| Problem details |
Whenever a line below includes the string "nodes", show it.
Input for this task Block Start
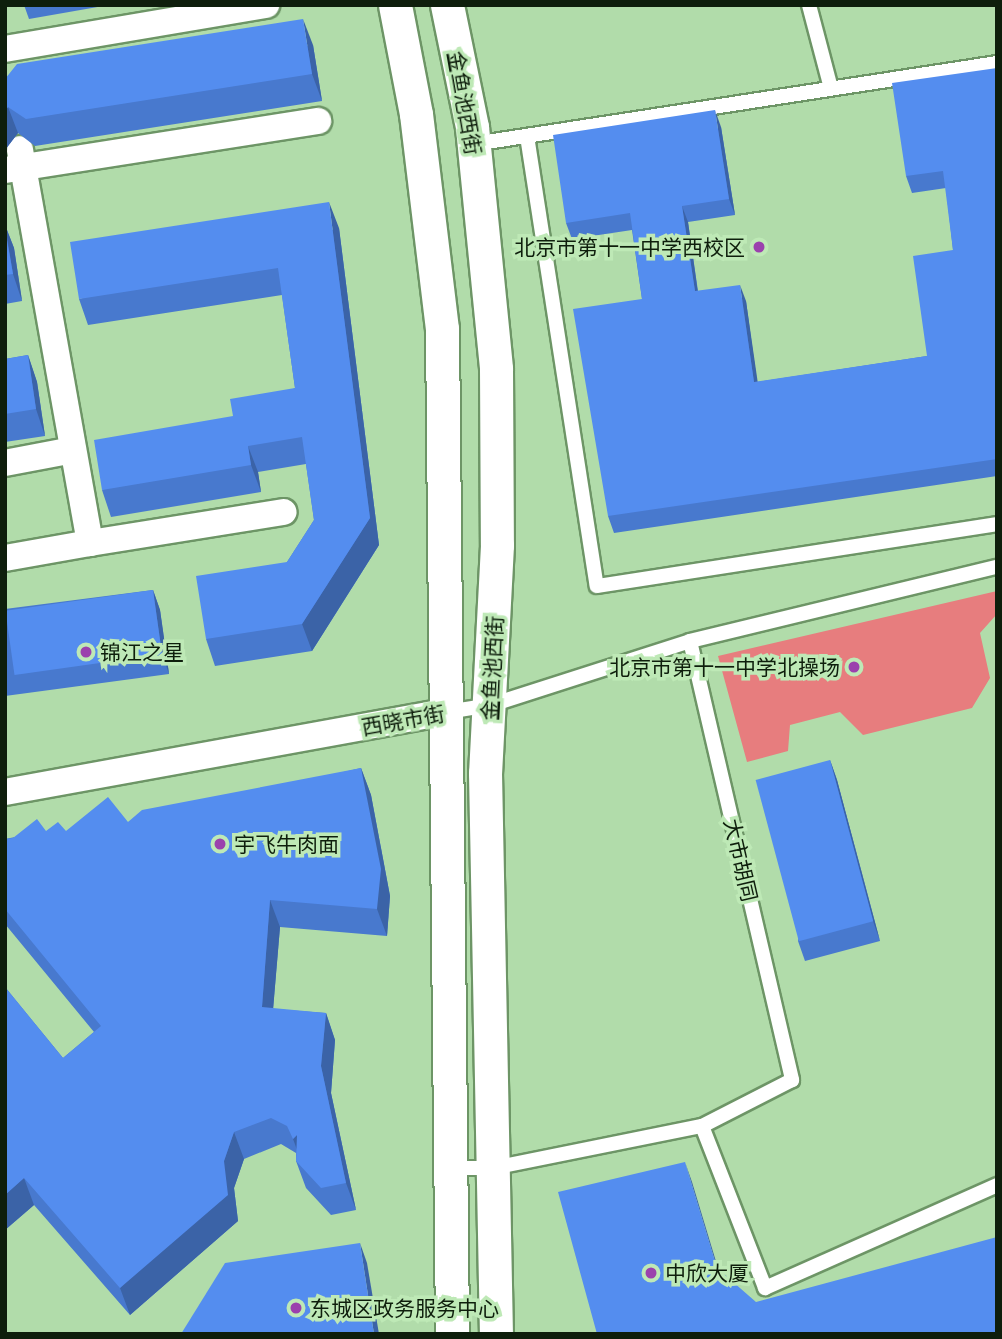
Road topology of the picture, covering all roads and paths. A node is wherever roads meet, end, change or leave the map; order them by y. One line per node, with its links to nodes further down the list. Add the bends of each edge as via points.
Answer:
Input for this task Block End
Input for this task Block Start
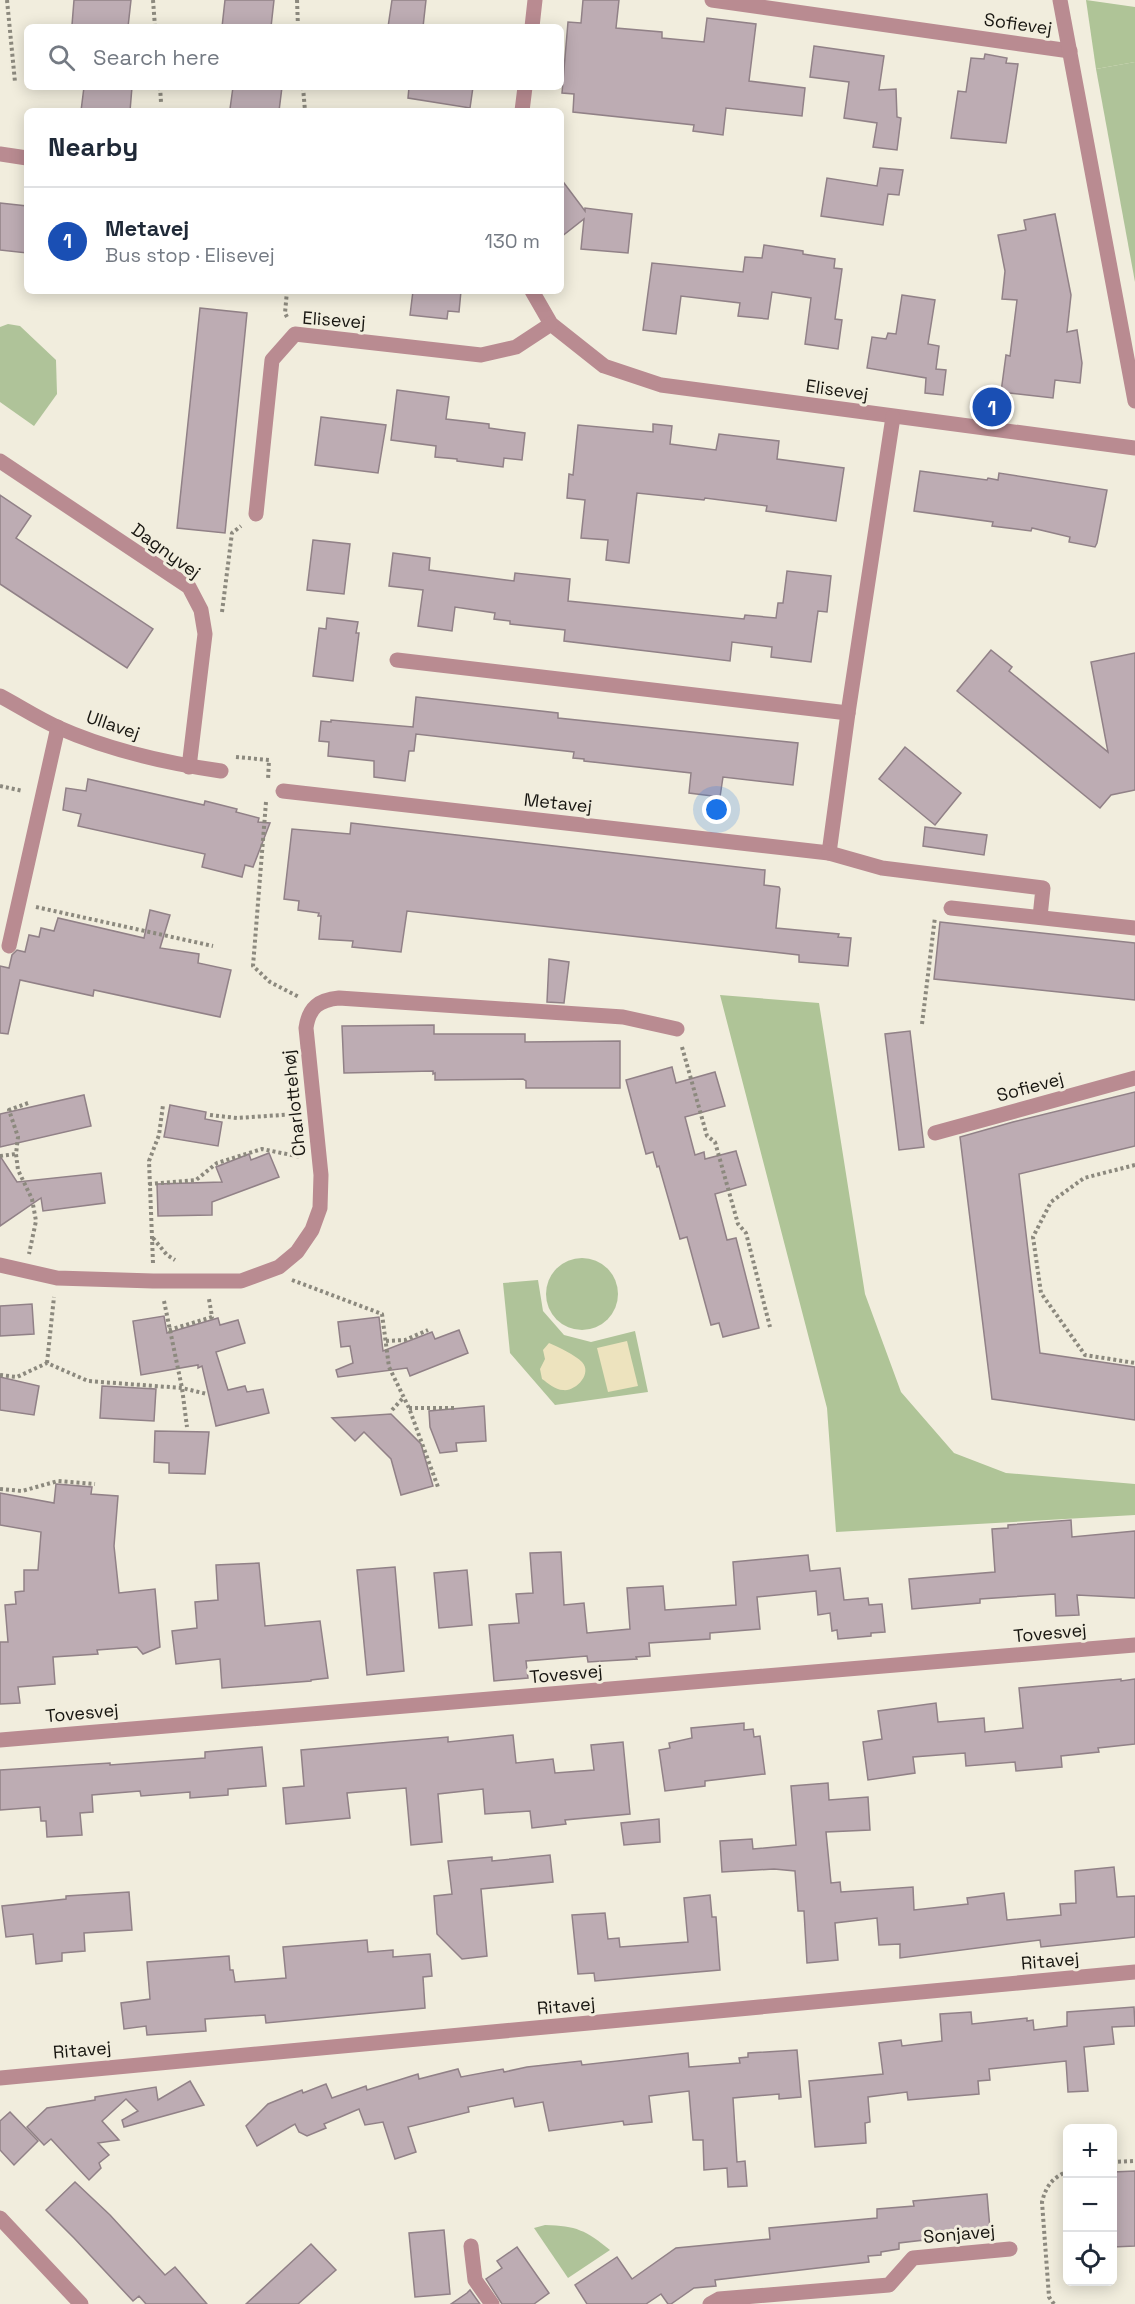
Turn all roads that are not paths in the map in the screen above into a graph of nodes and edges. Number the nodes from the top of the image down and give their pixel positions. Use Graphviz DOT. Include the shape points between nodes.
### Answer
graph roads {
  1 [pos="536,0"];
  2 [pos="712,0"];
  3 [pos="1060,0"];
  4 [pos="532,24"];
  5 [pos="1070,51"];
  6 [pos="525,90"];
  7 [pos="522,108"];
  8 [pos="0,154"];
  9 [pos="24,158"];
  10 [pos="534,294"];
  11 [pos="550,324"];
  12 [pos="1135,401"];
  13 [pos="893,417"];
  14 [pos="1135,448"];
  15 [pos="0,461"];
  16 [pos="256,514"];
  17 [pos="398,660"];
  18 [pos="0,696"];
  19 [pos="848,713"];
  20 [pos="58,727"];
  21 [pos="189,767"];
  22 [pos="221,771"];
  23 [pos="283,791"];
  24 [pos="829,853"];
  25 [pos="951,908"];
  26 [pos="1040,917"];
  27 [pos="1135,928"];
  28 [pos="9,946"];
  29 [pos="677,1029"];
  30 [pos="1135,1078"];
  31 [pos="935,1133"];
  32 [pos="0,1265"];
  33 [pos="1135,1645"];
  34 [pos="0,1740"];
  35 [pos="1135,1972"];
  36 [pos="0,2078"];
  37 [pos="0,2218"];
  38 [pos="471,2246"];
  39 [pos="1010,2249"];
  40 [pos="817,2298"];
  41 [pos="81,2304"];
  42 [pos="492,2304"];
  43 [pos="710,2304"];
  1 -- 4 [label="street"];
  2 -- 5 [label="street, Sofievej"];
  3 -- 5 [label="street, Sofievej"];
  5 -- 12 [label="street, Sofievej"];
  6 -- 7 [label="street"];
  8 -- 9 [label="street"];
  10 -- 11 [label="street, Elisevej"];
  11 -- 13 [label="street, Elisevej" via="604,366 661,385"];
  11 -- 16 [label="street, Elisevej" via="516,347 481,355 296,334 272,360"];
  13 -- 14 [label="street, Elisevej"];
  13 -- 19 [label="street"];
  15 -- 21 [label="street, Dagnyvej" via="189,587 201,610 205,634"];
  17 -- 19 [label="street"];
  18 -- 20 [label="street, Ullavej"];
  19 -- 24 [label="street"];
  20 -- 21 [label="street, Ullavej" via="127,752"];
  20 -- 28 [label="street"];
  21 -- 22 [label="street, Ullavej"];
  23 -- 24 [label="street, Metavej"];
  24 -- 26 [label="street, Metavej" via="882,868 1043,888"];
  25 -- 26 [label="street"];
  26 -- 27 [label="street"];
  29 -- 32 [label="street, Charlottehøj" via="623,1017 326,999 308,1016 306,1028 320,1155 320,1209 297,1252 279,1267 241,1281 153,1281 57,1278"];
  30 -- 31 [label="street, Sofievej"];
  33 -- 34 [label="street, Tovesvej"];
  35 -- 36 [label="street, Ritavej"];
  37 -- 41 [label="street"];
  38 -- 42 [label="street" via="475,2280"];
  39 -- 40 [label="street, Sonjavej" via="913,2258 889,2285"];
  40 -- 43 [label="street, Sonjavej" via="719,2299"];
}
Input for this task Block End
| Result |
Road topology of the picture, covering all roads and paths. A node is wherever roads meet, end, change or leave the map; order them by y. One line per node, with its links to nodes further down the list. Add the bends of each edge as via points.
Turn all roads that are not paths in the map in the screen above into a graph of nodes and edges. Number the nodes from the top of the image down and give their pixel positions. Use Graphviz DOT. Include the shape points between nodes.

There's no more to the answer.